— PROBLEM STATEMENT —
Your answer should reproduce the full set of records exactly as given.

— MATERIAL FOR THE TASK —
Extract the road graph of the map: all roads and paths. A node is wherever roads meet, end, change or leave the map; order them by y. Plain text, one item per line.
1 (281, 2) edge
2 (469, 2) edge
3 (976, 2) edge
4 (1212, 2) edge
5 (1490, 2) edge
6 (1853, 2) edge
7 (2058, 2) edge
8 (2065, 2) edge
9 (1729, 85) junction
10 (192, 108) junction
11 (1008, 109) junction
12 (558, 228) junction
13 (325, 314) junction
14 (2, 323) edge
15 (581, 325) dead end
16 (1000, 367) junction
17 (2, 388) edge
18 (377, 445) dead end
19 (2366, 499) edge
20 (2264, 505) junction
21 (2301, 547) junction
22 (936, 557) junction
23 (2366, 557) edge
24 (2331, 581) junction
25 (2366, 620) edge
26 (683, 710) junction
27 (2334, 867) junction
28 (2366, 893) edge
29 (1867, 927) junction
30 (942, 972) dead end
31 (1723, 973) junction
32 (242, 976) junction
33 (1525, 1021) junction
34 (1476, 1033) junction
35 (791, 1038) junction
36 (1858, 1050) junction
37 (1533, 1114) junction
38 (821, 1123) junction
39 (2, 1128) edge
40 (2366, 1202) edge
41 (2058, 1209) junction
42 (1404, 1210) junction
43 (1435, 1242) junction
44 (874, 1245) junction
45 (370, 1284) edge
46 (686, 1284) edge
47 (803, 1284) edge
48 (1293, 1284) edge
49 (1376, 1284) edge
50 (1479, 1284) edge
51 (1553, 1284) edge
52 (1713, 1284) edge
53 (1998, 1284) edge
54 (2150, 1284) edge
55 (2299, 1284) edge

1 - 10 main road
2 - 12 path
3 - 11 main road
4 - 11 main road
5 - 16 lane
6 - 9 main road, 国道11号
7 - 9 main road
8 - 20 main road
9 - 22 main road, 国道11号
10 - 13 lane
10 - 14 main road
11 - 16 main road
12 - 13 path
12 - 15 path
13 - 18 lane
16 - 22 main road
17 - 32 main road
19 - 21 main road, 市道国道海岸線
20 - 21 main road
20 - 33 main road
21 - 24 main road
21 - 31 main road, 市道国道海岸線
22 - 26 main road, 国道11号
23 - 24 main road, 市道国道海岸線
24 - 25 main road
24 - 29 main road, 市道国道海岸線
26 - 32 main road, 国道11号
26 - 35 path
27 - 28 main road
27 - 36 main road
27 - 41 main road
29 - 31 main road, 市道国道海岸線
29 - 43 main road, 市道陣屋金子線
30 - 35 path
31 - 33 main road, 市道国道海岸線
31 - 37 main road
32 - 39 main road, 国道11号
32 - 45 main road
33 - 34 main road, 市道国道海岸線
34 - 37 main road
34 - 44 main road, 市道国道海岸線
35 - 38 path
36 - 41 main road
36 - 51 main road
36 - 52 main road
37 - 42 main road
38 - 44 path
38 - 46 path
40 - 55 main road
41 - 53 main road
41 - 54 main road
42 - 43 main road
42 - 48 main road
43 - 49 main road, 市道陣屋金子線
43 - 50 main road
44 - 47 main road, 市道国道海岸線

— WRITTEN REPLY —
Extract the road graph of the map: all roads and paths. A node is wherever roads meet, end, change or leave the map; order them by y. Plain text, one item per line.
1 (281, 2) edge
2 (469, 2) edge
3 (976, 2) edge
4 (1212, 2) edge
5 (1490, 2) edge
6 (1853, 2) edge
7 (2058, 2) edge
8 (2065, 2) edge
9 (1729, 85) junction
10 (192, 108) junction
11 (1008, 109) junction
12 (558, 228) junction
13 (325, 314) junction
14 (2, 323) edge
15 (581, 325) dead end
16 (1000, 367) junction
17 (2, 388) edge
18 (377, 445) dead end
19 (2366, 499) edge
20 (2264, 505) junction
21 (2301, 547) junction
22 (936, 557) junction
23 (2366, 557) edge
24 (2331, 581) junction
25 (2366, 620) edge
26 (683, 710) junction
27 (2334, 867) junction
28 (2366, 893) edge
29 (1867, 927) junction
30 (942, 972) dead end
31 (1723, 973) junction
32 (242, 976) junction
33 (1525, 1021) junction
34 (1476, 1033) junction
35 (791, 1038) junction
36 (1858, 1050) junction
37 (1533, 1114) junction
38 (821, 1123) junction
39 (2, 1128) edge
40 (2366, 1202) edge
41 (2058, 1209) junction
42 (1404, 1210) junction
43 (1435, 1242) junction
44 (874, 1245) junction
45 (370, 1284) edge
46 (686, 1284) edge
47 (803, 1284) edge
48 (1293, 1284) edge
49 (1376, 1284) edge
50 (1479, 1284) edge
51 (1553, 1284) edge
52 (1713, 1284) edge
53 (1998, 1284) edge
54 (2150, 1284) edge
55 (2299, 1284) edge

1 - 10 main road
2 - 12 path
3 - 11 main road
4 - 11 main road
5 - 16 lane
6 - 9 main road, 国道11号
7 - 9 main road
8 - 20 main road
9 - 22 main road, 国道11号
10 - 13 lane
10 - 14 main road
11 - 16 main road
12 - 13 path
12 - 15 path
13 - 18 lane
16 - 22 main road
17 - 32 main road
19 - 21 main road, 市道国道海岸線
20 - 21 main road
20 - 33 main road
21 - 24 main road
21 - 31 main road, 市道国道海岸線
22 - 26 main road, 国道11号
23 - 24 main road, 市道国道海岸線
24 - 25 main road
24 - 29 main road, 市道国道海岸線
26 - 32 main road, 国道11号
26 - 35 path
27 - 28 main road
27 - 36 main road
27 - 41 main road
29 - 31 main road, 市道国道海岸線
29 - 43 main road, 市道陣屋金子線
30 - 35 path
31 - 33 main road, 市道国道海岸線
31 - 37 main road
32 - 39 main road, 国道11号
32 - 45 main road
33 - 34 main road, 市道国道海岸線
34 - 37 main road
34 - 44 main road, 市道国道海岸線
35 - 38 path
36 - 41 main road
36 - 51 main road
36 - 52 main road
37 - 42 main road
38 - 44 path
38 - 46 path
40 - 55 main road
41 - 53 main road
41 - 54 main road
42 - 43 main road
42 - 48 main road
43 - 49 main road, 市道陣屋金子線
43 - 50 main road
44 - 47 main road, 市道国道海岸線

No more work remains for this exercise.